Op verzoek van de heer Van Gerven stel ik voor, zijn motie (28286, nr. 394) van de agenda af te voeren.

Daartoe wordt besloten.

Minister Klink:

Voorzitter. Daarmee heb ik tegelijkertijd het tweede deel van de motie van de heer Waalkens van een duiding voorzien. Ik mag aannemen dat hij zich aansluit bij de woorden van de heer Van Gerven.

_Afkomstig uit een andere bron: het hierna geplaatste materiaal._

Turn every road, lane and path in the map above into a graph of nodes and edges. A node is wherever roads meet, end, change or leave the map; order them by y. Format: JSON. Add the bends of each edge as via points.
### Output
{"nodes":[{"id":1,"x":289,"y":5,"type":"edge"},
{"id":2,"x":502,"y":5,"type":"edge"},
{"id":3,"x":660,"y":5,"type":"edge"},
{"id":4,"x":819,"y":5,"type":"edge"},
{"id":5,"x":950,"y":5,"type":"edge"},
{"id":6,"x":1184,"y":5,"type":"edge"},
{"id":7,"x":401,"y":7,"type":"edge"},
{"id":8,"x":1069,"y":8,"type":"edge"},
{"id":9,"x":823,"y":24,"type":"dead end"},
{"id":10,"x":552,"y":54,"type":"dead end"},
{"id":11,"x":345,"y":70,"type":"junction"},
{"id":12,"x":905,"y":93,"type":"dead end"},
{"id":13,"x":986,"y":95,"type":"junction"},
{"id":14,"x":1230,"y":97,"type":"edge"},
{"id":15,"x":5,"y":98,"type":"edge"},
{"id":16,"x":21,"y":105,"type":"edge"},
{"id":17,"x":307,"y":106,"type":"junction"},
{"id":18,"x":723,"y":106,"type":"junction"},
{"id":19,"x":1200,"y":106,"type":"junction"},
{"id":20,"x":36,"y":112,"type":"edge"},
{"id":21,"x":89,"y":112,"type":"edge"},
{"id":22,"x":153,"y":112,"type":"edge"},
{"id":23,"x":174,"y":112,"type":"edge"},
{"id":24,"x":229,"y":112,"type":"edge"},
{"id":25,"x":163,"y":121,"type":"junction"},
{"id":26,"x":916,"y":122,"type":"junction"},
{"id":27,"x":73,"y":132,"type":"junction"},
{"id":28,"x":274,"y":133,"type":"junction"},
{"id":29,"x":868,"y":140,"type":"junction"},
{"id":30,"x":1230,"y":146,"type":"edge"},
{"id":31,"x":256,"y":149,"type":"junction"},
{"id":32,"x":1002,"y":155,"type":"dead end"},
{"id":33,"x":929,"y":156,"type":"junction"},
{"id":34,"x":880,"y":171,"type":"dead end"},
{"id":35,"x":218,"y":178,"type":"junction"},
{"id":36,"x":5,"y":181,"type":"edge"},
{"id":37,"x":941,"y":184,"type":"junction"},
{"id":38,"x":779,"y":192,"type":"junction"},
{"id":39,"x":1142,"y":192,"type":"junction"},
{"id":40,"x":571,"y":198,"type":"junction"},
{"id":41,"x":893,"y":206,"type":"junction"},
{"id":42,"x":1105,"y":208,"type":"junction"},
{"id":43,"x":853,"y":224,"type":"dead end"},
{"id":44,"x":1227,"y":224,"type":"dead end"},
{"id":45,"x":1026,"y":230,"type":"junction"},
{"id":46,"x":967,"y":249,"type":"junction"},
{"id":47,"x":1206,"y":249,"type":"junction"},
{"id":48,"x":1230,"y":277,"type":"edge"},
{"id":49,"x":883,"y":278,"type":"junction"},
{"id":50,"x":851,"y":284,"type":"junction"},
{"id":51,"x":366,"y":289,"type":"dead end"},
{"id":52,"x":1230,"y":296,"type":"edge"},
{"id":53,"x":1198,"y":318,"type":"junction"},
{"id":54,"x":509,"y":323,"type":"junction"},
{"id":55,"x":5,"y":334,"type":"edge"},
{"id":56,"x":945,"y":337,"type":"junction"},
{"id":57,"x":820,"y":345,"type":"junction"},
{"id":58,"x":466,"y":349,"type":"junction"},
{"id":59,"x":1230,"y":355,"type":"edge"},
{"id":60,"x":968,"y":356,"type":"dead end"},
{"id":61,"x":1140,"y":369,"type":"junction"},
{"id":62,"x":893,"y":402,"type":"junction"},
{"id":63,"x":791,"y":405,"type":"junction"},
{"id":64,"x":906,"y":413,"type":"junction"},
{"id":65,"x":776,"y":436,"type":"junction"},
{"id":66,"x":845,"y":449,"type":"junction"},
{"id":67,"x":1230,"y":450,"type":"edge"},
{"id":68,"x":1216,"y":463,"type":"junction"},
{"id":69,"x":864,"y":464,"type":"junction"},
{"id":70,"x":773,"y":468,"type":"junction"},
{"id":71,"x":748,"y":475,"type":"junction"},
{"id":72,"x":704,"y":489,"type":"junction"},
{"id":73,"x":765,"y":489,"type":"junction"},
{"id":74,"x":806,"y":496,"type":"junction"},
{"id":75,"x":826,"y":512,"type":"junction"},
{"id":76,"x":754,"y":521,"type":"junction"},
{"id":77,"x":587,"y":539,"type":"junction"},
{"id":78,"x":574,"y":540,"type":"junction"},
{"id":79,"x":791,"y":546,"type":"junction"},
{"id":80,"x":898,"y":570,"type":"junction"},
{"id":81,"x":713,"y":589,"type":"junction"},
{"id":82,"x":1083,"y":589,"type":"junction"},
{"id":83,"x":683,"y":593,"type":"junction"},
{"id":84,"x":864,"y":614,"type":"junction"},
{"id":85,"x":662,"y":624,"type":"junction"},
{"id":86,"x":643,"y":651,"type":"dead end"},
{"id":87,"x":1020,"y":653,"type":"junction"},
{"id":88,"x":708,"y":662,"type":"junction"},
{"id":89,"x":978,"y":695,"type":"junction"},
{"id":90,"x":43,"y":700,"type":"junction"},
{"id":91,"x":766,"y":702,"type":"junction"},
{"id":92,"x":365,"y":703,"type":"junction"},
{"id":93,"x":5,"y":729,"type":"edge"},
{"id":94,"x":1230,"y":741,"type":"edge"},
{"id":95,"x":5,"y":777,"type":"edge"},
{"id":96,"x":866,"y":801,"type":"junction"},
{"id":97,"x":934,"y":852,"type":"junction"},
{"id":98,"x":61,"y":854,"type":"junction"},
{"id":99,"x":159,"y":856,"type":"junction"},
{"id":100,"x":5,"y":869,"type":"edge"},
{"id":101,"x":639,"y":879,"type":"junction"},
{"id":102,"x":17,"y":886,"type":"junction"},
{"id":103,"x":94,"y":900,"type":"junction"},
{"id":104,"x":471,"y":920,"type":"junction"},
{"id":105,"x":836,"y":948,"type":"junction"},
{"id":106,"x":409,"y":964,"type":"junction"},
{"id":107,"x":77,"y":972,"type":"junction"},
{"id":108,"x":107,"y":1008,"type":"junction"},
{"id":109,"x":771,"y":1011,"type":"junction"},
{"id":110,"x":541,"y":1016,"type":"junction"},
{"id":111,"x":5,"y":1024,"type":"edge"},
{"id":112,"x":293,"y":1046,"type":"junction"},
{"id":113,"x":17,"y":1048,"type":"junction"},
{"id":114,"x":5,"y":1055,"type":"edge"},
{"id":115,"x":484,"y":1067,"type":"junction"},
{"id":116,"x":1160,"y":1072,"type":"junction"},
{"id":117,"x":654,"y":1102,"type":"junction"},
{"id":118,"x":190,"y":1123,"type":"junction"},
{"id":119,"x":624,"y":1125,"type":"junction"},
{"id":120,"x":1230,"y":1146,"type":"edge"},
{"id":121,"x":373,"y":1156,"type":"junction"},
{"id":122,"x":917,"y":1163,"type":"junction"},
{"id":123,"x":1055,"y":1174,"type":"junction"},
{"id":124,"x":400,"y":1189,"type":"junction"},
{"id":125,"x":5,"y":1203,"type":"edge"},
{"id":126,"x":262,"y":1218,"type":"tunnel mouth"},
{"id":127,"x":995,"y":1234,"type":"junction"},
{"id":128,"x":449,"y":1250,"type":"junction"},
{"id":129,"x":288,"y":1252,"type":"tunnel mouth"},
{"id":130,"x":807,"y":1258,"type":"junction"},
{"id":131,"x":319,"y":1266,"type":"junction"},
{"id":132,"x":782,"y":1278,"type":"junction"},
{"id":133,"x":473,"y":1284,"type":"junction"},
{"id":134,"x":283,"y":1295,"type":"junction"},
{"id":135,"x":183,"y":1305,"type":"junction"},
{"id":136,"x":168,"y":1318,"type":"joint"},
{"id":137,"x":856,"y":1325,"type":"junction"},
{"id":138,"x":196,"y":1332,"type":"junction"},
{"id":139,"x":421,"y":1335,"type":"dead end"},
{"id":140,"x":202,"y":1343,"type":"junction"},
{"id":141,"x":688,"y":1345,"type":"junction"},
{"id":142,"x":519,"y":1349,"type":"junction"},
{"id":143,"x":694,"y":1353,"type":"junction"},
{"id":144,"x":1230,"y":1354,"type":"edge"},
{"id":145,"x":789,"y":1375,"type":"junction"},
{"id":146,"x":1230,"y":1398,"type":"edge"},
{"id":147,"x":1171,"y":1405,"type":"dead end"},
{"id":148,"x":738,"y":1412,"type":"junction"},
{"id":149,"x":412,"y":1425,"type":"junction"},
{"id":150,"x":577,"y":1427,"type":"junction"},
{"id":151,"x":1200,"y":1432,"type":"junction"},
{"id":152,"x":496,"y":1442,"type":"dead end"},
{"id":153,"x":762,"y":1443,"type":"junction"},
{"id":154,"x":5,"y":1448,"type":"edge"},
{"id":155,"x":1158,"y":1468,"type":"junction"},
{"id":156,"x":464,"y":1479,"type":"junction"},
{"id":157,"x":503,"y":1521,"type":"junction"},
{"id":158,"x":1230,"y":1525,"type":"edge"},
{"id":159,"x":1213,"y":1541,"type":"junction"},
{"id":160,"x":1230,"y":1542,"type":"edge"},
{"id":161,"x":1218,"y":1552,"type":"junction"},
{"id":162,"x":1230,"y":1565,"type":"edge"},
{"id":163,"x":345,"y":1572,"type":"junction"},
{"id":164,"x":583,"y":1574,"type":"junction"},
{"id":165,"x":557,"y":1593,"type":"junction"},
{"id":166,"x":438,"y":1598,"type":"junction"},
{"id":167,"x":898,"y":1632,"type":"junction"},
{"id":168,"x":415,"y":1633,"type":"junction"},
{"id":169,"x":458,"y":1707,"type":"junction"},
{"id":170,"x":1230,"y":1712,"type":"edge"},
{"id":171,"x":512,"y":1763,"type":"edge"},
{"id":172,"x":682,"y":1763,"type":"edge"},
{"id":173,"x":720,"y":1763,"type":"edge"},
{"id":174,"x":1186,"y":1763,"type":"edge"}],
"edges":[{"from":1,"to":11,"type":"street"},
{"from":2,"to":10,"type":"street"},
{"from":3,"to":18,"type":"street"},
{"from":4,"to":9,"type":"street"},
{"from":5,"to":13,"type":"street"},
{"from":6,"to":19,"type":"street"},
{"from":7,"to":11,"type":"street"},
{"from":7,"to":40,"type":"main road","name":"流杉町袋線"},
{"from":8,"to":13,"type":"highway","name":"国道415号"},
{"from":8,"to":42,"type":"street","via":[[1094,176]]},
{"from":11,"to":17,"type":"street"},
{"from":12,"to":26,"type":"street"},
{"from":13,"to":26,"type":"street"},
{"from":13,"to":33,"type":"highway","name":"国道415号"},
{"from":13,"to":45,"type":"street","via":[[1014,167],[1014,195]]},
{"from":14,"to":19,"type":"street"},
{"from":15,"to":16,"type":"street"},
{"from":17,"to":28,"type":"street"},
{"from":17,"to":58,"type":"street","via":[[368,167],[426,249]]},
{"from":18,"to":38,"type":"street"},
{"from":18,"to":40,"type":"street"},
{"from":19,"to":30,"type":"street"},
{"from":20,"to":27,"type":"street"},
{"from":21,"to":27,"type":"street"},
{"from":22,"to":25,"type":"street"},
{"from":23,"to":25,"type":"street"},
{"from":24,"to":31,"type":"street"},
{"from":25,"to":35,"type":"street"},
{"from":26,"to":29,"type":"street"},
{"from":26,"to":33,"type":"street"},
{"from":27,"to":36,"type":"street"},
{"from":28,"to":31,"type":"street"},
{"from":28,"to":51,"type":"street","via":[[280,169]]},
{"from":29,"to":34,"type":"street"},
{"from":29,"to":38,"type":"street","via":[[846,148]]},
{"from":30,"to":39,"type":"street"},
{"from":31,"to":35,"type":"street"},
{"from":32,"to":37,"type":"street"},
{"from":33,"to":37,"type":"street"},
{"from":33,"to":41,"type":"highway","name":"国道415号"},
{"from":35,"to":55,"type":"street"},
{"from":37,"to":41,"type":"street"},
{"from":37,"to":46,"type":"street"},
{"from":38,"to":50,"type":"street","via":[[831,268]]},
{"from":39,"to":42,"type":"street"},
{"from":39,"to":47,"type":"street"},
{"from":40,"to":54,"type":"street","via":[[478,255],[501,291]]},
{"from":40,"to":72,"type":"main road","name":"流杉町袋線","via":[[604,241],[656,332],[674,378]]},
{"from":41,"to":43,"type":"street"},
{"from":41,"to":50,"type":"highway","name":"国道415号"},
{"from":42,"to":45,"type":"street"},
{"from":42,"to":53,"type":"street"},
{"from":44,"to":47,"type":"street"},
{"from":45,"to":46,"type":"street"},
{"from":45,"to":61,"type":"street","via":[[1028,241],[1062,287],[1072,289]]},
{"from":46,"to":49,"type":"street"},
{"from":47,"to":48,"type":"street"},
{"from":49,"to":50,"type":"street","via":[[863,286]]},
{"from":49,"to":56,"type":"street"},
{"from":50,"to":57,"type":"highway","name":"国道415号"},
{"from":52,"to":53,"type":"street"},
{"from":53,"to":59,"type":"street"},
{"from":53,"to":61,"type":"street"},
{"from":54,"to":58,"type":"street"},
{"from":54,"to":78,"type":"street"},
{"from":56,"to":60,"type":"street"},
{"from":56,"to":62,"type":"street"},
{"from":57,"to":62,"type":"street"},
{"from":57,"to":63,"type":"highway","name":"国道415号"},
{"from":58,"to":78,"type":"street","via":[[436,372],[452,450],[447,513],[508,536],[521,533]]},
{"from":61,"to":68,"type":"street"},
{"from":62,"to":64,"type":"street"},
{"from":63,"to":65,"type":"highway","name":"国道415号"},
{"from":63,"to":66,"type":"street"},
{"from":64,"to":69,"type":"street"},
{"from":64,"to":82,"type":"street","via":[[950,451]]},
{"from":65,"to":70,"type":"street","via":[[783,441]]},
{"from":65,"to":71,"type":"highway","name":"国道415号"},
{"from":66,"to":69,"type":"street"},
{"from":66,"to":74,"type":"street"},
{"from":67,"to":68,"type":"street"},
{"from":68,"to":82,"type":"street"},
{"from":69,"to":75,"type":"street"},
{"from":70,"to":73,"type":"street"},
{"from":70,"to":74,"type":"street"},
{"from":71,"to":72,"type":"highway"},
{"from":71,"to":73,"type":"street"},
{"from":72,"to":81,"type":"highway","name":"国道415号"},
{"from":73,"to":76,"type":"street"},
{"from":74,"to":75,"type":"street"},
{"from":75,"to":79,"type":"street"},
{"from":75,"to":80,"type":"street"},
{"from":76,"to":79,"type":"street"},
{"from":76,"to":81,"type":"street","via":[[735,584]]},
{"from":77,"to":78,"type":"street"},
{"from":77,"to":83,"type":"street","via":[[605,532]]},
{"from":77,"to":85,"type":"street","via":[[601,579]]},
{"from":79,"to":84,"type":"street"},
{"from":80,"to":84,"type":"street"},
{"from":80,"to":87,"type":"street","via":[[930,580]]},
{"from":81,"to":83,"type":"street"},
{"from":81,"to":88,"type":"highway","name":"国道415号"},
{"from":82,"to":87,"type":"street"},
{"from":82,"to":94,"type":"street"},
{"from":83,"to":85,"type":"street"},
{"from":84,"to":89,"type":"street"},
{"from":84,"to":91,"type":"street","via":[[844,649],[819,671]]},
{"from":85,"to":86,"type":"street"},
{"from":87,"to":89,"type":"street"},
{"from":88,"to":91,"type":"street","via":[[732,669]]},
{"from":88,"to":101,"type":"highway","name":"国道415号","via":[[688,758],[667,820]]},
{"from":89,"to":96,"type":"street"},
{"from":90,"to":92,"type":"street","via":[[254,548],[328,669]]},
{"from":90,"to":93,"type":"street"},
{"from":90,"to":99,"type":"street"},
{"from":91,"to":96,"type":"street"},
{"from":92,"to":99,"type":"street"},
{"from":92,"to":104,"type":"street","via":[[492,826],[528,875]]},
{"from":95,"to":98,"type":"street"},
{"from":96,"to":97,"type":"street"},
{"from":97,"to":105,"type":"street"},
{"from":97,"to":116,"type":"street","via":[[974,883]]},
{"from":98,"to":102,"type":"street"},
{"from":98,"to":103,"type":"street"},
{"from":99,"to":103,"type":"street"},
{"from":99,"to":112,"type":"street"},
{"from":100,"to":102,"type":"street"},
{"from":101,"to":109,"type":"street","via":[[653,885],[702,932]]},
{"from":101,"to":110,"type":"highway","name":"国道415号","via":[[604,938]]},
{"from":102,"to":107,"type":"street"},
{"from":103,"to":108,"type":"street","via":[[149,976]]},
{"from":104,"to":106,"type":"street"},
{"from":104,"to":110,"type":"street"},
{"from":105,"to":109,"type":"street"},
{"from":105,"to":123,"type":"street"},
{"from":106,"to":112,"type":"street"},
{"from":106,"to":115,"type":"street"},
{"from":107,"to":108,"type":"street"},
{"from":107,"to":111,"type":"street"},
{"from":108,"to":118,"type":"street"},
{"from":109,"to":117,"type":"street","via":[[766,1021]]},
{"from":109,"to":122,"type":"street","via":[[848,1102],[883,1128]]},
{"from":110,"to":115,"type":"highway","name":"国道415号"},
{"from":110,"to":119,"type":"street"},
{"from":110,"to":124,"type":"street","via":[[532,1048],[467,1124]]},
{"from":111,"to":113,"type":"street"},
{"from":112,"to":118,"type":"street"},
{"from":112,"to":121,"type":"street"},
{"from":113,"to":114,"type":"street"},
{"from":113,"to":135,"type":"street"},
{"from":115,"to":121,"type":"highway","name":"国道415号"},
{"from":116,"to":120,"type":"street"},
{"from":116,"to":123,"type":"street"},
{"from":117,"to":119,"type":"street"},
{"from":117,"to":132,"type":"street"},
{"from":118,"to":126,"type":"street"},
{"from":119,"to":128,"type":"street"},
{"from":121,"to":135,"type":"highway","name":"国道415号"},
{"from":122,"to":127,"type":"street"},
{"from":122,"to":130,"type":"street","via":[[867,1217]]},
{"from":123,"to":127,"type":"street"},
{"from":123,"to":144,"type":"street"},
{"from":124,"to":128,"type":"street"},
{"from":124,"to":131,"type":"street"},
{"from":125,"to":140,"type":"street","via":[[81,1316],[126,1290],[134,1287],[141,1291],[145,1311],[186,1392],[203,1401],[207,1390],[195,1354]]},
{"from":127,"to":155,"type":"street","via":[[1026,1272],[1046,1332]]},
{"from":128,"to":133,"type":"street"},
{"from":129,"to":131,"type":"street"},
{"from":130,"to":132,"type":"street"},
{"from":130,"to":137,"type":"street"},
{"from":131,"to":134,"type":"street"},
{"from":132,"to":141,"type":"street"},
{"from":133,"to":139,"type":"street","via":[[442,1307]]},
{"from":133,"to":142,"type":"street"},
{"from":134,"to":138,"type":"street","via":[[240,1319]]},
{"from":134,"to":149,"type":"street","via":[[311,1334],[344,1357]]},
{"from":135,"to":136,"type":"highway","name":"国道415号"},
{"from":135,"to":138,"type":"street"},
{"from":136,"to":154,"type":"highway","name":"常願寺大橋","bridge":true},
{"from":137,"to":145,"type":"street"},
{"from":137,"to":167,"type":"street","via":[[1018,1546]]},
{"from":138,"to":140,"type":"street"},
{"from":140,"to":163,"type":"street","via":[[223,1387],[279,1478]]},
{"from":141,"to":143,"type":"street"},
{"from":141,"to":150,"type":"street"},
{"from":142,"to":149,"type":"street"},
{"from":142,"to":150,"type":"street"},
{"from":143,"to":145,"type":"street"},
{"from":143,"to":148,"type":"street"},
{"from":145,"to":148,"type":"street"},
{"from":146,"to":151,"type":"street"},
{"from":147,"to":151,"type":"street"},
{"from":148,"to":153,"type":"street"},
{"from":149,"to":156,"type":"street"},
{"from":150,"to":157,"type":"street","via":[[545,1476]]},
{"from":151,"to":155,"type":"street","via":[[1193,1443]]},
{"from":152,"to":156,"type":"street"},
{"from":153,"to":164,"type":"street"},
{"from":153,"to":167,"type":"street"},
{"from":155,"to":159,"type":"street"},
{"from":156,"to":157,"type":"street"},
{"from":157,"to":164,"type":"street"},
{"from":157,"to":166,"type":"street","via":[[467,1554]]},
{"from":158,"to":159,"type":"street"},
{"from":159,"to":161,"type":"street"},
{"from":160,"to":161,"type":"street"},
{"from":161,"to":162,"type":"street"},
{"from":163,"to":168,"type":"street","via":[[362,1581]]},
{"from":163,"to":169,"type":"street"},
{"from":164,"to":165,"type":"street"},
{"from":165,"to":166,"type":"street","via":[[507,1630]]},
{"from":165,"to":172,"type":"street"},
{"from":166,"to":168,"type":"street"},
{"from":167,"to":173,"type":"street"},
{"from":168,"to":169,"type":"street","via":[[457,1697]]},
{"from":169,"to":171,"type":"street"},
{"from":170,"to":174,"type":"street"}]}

In de motie van de heer Ormel op stuk nr. 403 wordt de regering verzocht, een Q-koortseradicatieprogramma op te zetten met als doel om Nederland volledig vrij te maken van Q-koorts. Ik zie deze motie als ondersteuning van het beleid. Tegelijkertijd zie ik haar als een urgente oproep van zijn kant om niet alleen te volstaan met het gegeven ...

De voorzitter:

Uw collega had die motie ontraden! Moet kunnen, maar de regering spreekt met één mond.

Minister Klink:

Dat is leuk! Maar ik zal mijn opmerkingen afronden, dan zult u zien dat we toch weer bij elkaar komen. Het punt is natuurlijk dat ik dat met hem deel, voor zover het gaat om de Q-koorts die wij nu aantreffen en die mensen zo ziek maakt. Tegelijkertijd moet ik wel constateren dat de bacterie als zodanig niet uit het Nederlandse milieu is te verwijderen, gegeven het feit dat hij bij vele dieren aanwezig is en daar ook weinig schade berokkent. Om die reden sluit ik mij graag aan bij de woorden van mijn collega. Aardig gedaan, vindt u niet?

De voorzitter:

De voorzitter is klaarwakker!

De heer Ormel (CDA):

Voorzitter. Ik begrijp dat de regering met één mond spreekt. Uit die van de minister van LNV heb ik gehoord dat zij begrip had voor mijn ambitie. Dát is wat ik vraag. In de vorige eeuw was er de tuberkelbacterie ...

De voorzitter:

Mijnheer Ormel, de vorige eeuw!

De heer Ormel (CDA):

50 jaar geleden!

De voorzitter:

We hebben zo weinig tijd!

De heer Ormel (CDA):

Als de regering dit uitspreekt als ambitie, hoop ik dat de motie door de Kamer wordt aangenomen.

Minister Klink:

Om die reden zei ik ook dat ik het urgentiegevoel dat eruit spreekt, wilde delen.

De voorzitter:

Ik deel ook uw urgentiegevoel!

De beraadslaging wordt gesloten.

De voorzitter:

Aanstaande donderdag zal over de ingediende moties worden gestemd.